Nigeria has set a 36 per cent contraceptive prevalence rate (CPR) target to be achieved by 2020. Experts said removing various obstacles that hinder interested persons from adopting and using family planning would go a long way to enable the country meet the set target. APPOLONI A ADEYEMI reports
Family planning allows people to attain their desired number of children and determine the spacing of pregnancies. It is achieved through the use of contraceptive methods and the treatment of infertility.
Promotion of family planning – and ensuring access to preferred contraceptive methods for women and couples – is essential to securing the well-being and autonomy of women, while supporting the health and development of communities.
Yet, millions worldwide still do not have access to contraceptive services that they need and want. Making family planning commodities as well as consumables available and easily accessible also increase the number of persons that adopt and use them.
However, barriers such as nonavailability of consumables such as syringes, cotton wool, hand gloves or a cost attached to these consumables often pose a serious challenge in the acceptance of family planning among women of reproductive ages of 15 and 49. Consumables are health products – syringes, cotton wool, among others used to administer family planning commodities.

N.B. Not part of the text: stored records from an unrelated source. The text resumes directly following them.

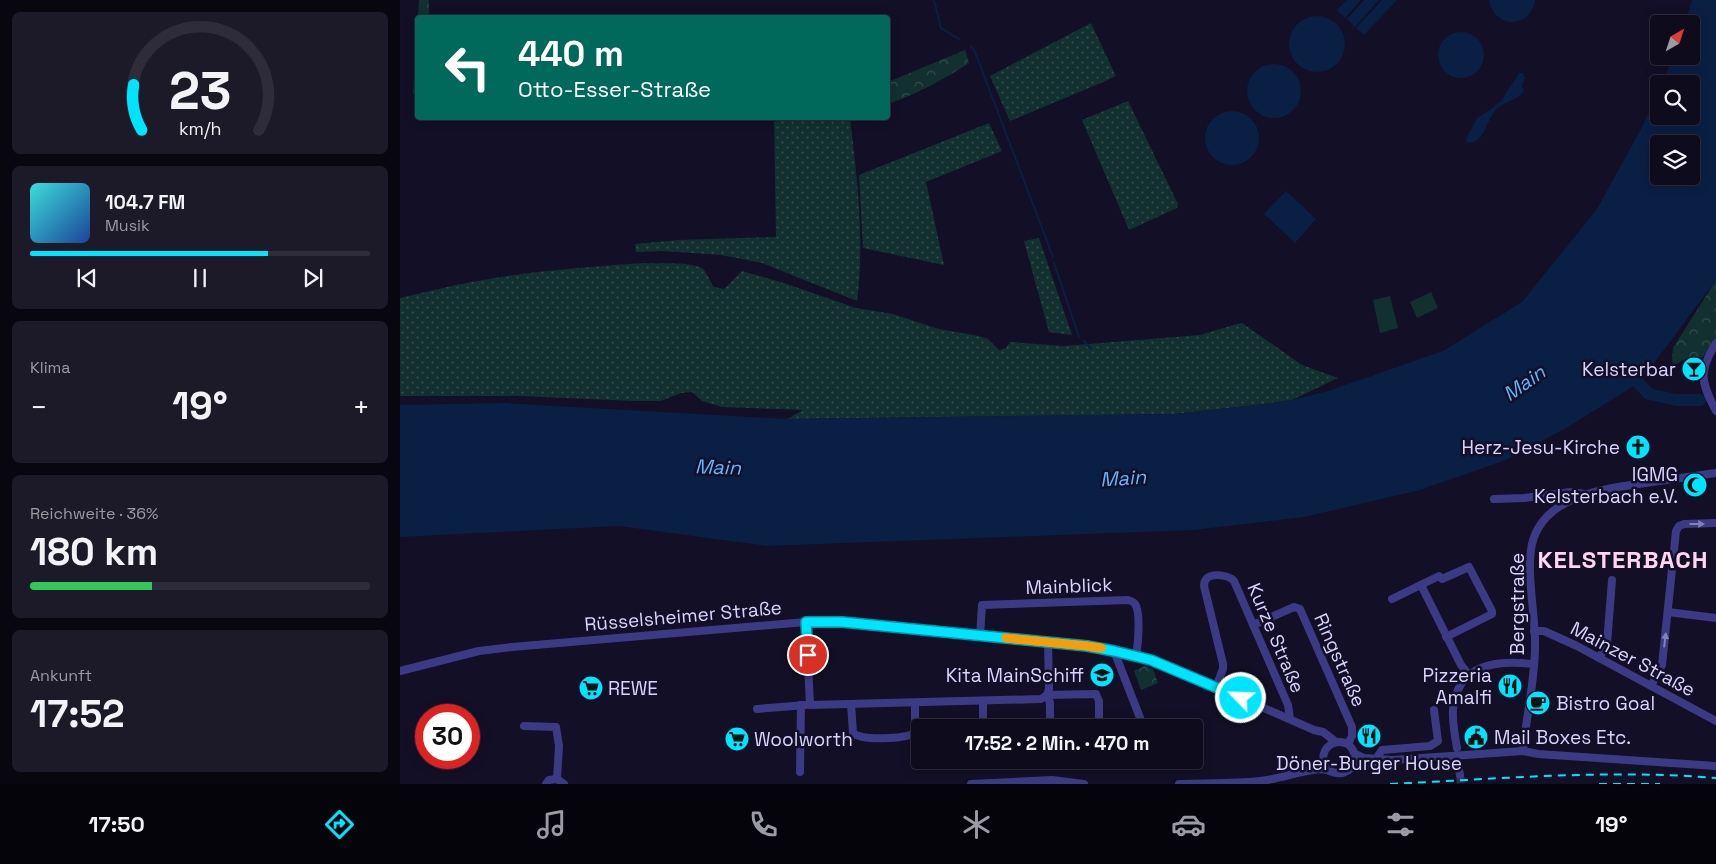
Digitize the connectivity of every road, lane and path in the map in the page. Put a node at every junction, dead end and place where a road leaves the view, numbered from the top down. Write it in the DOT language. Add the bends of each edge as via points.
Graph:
graph roads {
  1 [pos="1716,343"];
  2 [pos="1716,411"];
  3 [pos="1716,473"];
  4 [pos="1587,495"];
  5 [pos="1494,499"];
  6 [pos="1716,523"];
  7 [pos="1612,580"];
  8 [pos="1421,585"];
  9 [pos="1392,599"];
  10 [pos="1668,612"];
  11 [pos="1716,618"];
  12 [pos="806,622"];
  13 [pos="1253,625"];
  14 [pos="1534,631"];
  15 [pos="980,636"];
  16 [pos="1446,637"];
  17 [pos="1048,642"];
  18 [pos="1114,651"];
  19 [pos="1136,656"];
  20 [pos="1599,658"];
  21 [pos="1534,664"];
  22 [pos="400,671"];
  23 [pos="1470,676"];
  24 [pos="1650,686"];
  25 [pos="1216,687"];
  26 [pos="1047,695"];
  27 [pos="983,701"];
  28 [pos="915,703"];
  29 [pos="851,704"];
  30 [pos="801,705"];
  31 [pos="810,705"];
  32 [pos="757,709"];
  33 [pos="1434,710"];
  34 [pos="984,719"];
  35 [pos="1050,719"];
  36 [pos="1100,719"];
  37 [pos="1140,719"];
  38 [pos="1290,719"];
  39 [pos="1716,721"];
  40 [pos="524,726"];
  41 [pos="1314,730"];
  42 [pos="1336,742"];
  43 [pos="1348,744"];
  44 [pos="1457,748"];
  45 [pos="1325,750"];
  46 [pos="1523,751"];
  47 [pos="1355,754"];
  48 [pos="1376,759"];
  49 [pos="1323,760"];
  50 [pos="1393,760"];
  51 [pos="1458,765"];
  52 [pos="1716,766"];
  53 [pos="1352,767"];
  54 [pos="1330,770"];
  55 [pos="800,772"];
  56 [pos="1302,772"];
  57 [pos="1460,775"];
  58 [pos="560,781"];
  59 [pos="546,784"];
  60 [pos="971,784"];
  61 [pos="1084,784"];
  62 [pos="1179,784"];
  1 -- 2 [label="street" via="1705,362 1704,378 1706,391"];
  3 -- 4 [label="street, Bergstraße" via="1598,490"];
  4 -- 5 [label="street" via="1571,492"];
  4 -- 14 [label="street, Bergstraße" via="1553,512 1535,535 1531,578"];
  10 -- 6 [label="street, one-way" via="1676,531 1684,524"];
  7 -- 20 [label="street" via="1607,644"];
  8 -- 9 [label="street"];
  8 -- 16 [label="street"];
  8 -- 16 [label="street" via="1469,568 1492,611 1489,616"];
  10 -- 11 [label="street"];
  24 -- 10 [label="street, one-way" via="1662,665"];
  12 -- 15 [label="street, Rüsselsheimer Straße" via="842,622"];
  12 -- 22 [label="street, Rüsselsheimer Straße" via="512,647 480,651"];
  12 -- 31 [label="street"];
  13 -- 25 [label="street, Kurze Straße" via="1231,577 1208,577 1204,586 1223,664"];
  13 -- 38 [label="street, Kurze Straße" via="1288,705"];
  13 -- 43 [label="street, Ringstraße" via="1294,607 1300,609 1352,726"];
  14 -- 20 [label="street, Mainzer Straße" via="1544,631"];
  14 -- 21 [label="street, Bergstraße"];
  15 -- 17 [label="street, Rüsselsheimer Straße"];
  15 -- 19 [label="street, Mainblick" via="982,605 1128,600 1137,610"];
  16 -- 23 [label="street"];
  17 -- 18 [label="street, Rüsselsheimer Straße"];
  17 -- 26 [label="street"];
  18 -- 19 [label="street, Rüsselsheimer Straße"];
  18 -- 37 [label="street"];
  19 -- 25 [label="street, Rüsselsheimer Straße"];
  20 -- 24 [label="street, Mainzer Straße"];
  21 -- 23 [label="street" via="1498,662 1484,666"];
  21 -- 46 [label="street, Bergstraße"];
  23 -- 44 [label="street" via="1461,686 1455,701"];
  24 -- 39 [label="street, Mainzer Straße"];
  25 -- 38 [label="street, Rüsselsheimer Straße"];
  26 -- 27 [label="street" via="1041,699"];
  26 -- 35 [label="street"];
  26 -- 36 [label="street" via="1096,694"];
  27 -- 28 [label="street"];
  27 -- 34 [label="street"];
  28 -- 29 [label="street"];
  28 -- 29 [label="street" via="915,733 887,738 860,737 852,733"];
  29 -- 31 [label="street"];
  30 -- 31 [label="street"];
  30 -- 32 [label="street"];
  30 -- 55 [label="street"];
  33 -- 48 [label="street" via="1436,743 1382,750"];
  38 -- 41 [label="street, Rüsselsheimer Straße"];
  40 -- 58 [label="street" via="556,727"];
  41 -- 42 [label="street, Rüsselsheimer Straße" via="1323,732"];
  41 -- 45 [label="street" via="1324,740"];
  42 -- 43 [label="street"];
  42 -- 45 [label="street"];
  43 -- 47 [label="street"];
  45 -- 49 [label="street"];
  46 -- 50 [label="street"];
  46 -- 52 [label="street"];
  47 -- 48 [label="street"];
  47 -- 53 [label="street"];
  48 -- 50 [label="street"];
  49 -- 54 [label="street"];
  49 -- 56 [label="street"];
  50 -- 53 [label="street"];
  51 -- 57 [label="street"];
  53 -- 54 [label="street" via="1339,774"];
  54 -- 56 [label="street"];
  56 -- 62 [label="street" via="1257,782"];
  58 -- 59 [label="street" via="549,780"];
  60 -- 61 [label="street" via="1044,780"];
}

When the New Telegraph visited Ikorodu Local Government Council Area (LGA), Lagos State recently during an advocacy activity organised by Family Planning Media Advocacy Working Group in collaboration with Public Health Sustainability Advocacy Initiative PHSAI), it was observed that there was a huge gap in the supply of family planning consumables in the area.
Mr. Bashiru Raheem, the secretary, Community Development Committee, CDC Ikorodu West, said during a dialogue with some community leaders at Ikorodu that there is an irregular supply of family planning consumables in the area.
Raheem said; “As at now, we don’t have consumables.
But efforts are being made to make them available.”
Raheem, who is an active advocate of family planning, said that he carried out advocacy in the community to educate women and men about the importance of family planning in the family as well as the country at large. Mrs. Mojisola Akande, a community leader from Gbeshi Primary Healthcare Centre, Ikorodu was worried about some challenges faced in the community.
Akande said; “We don’t have enough staff in the PHC. All the various types of family planning commodities and consumables are not always available”
But, she said, “We make our complaint during stakeholders meeting through the health educator in General Hospital Ikorodu and supplies are made.”
Akande added that some family planning users do complain about the preferred method, stating that, “some women complain that when they use the coil, they do bleed and some say that, when they use the injectables, they have irregular menstruation.
“We always counsel them that there are different methods, depend ing on one’s body type. We advise for a change of method if the previous one is not compatible with their body.
“These women, see us, the community leaders and family planning advocates as examples. We live in the same community with them and they see how we give birth to our children. We don’t have too many children unlike them that give birth every year.
“They admire us and we, the leaders encourage them to use family planning.”
In response to the issues of consumables, the Health Educator, Ikorodu Local Government area, Mrs. Jakande Lawal, said whenever there were no consumables, a report was written to the appropriate quarters and supply was made, stressing that clients do not pay or buy consumables.
Citing an example, Lawal said, “Let’s take Itelewa Primary Healthcare Centre as an example. Whenever there is any shortage of consumables, we write a report to the Medical Officer of Health (MOH), and it is being channeled to the appropriate quarters.”
As part of her duty, the health educator said it was to carry out health activities in the community, including having a stakeholders’ meeting concerning any health issue as well as educating and sensitising people on the importance of healthy living.
Also commenting, Mrs. Sulaiman Iyabode, the family planning manager, Ikorodu, said; “In November 2018, when I took over this position, there was stock out of implants family planning method and information was passed to the family unit coordinator in the Lagos State Ministry of Health and an emergency supply of Implants was made.
“Twice, we have had stock out of implants and supplies made but the supply was not enough. We were given 50 in the first time and 60, the second time; it was not enough as it was exhausted immediately.”
However, the Family Planning Manager said, there has been an improvement in the usage of contraception, but lamented that more could have been done if not for the stock-out of implants.
She also said, more women in Ikorodu prefered the implants as awareness for the method was high, stating, “though we counsel them on their preferred method, if there were no Implants, some of the women opt for the injectables.”
On the scarcity of consumables, Iyabode revealed that the supplies made by the state Ministry of Health is usually not enough, “if we have to do implants for like 30 to 40 clients in a month, the consumables provided cannot be enough, so whenever the consumables finishes, we inform the MOH for more supplies.”
Also, to achieve the 36 per cent national contraceptive prevalent rate (CPR) target, state governments also set targets for themselves. Lagos state, therefore, projects to contribute its quota to achieving the global target of family planning by 2020, despite its teeming population occasioned by the influx of more people into the state on a daily basis.
In view of contributing to the national CPR target, Lagos State made a commitment to increase its CPR to 74 per cent by 2020.
As 2020 fast approaches, it is obvious that family planning is assuming fresh acceptance by some women in Lagos state, despite unmet demands due to lack of consumables.